No debate promovido pela Band e pelo Estadão, o candidato do PSD Ronaldo Caiado afirmou que, se eleito, dará maior autonomia aos governadores para definir políticas de segurança pública adaptadas às realidades locais. A proposta coloca o tema da descentralização como peça central de sua ofensiva eleitoral, buscando marcar diferença em relação ao atual governo.
Caiado ainda criticou o tratamento dado pelo presidente Luiz Inácio Lula da Silva ao tema do ministério da Segurança Pública, afirmando que a questão poderia ter sido resolvida por meio de uma Medida Provisória em vez de aguardar uma PEC. A observação tem dupla intenção: cobrar rapidez na resposta federal e expor, no plano político, uma suposta lentidão ou cálculo institucional da Presidência.
No campo da repressão ao crime organizado, o candidato defendeu classificar facções como crime de terrorismo e prometeu um endurecimento capaz de impedir que criminosos controlem territórios. O discurso duro visa ativar um eleitorado preocupado com segurança, mas também levanta questões práticas e jurídicas sobre como seria implementada essa reclassificação e qual será o papel do Judiciário e do Congresso.

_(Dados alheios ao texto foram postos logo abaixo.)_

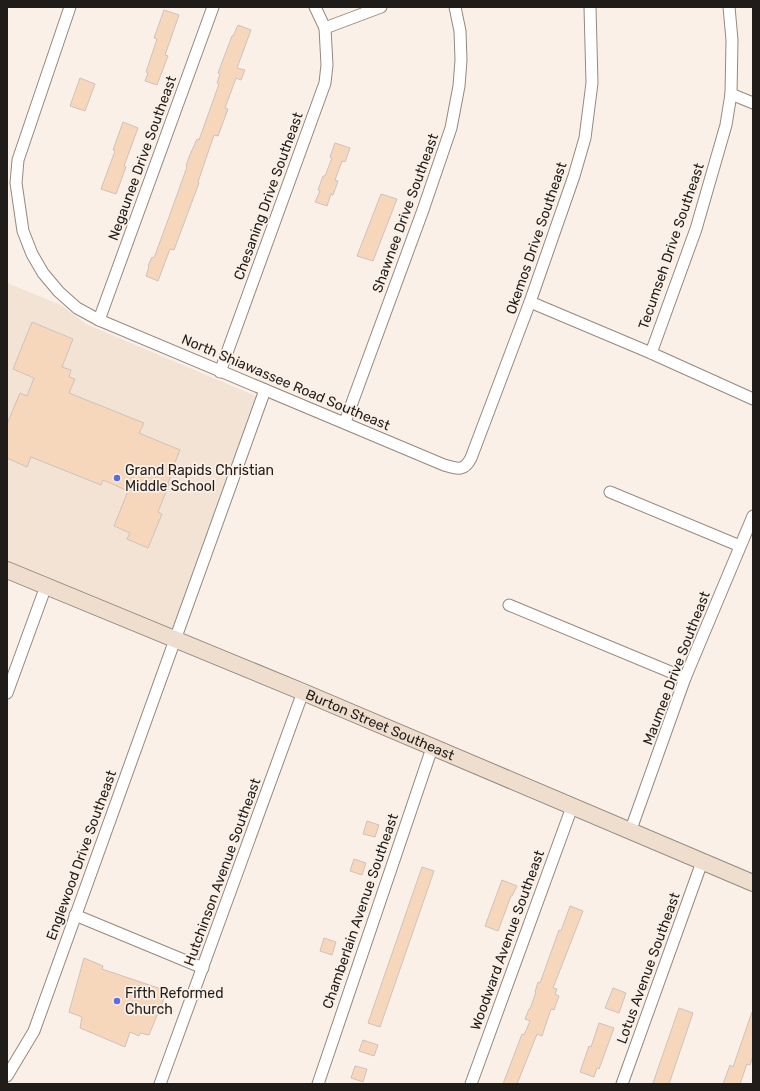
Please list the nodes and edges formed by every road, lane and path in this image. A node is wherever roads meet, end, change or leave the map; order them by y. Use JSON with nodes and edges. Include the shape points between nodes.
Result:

Caiado completou a atuação com crítica à política externa do governo, alegando que Lula tem provocado o presidente dos Estados Unidos ao adotar posturas que, segundo ele, visam capital eleitoral. O conjunto de declarações busca projetar imagem de firmeza e diferenciar o candidato do atual ocupante do Planalto, ao mesmo tempo em que pressiona a narrativa oficial e tenta ganhar tração para 2026.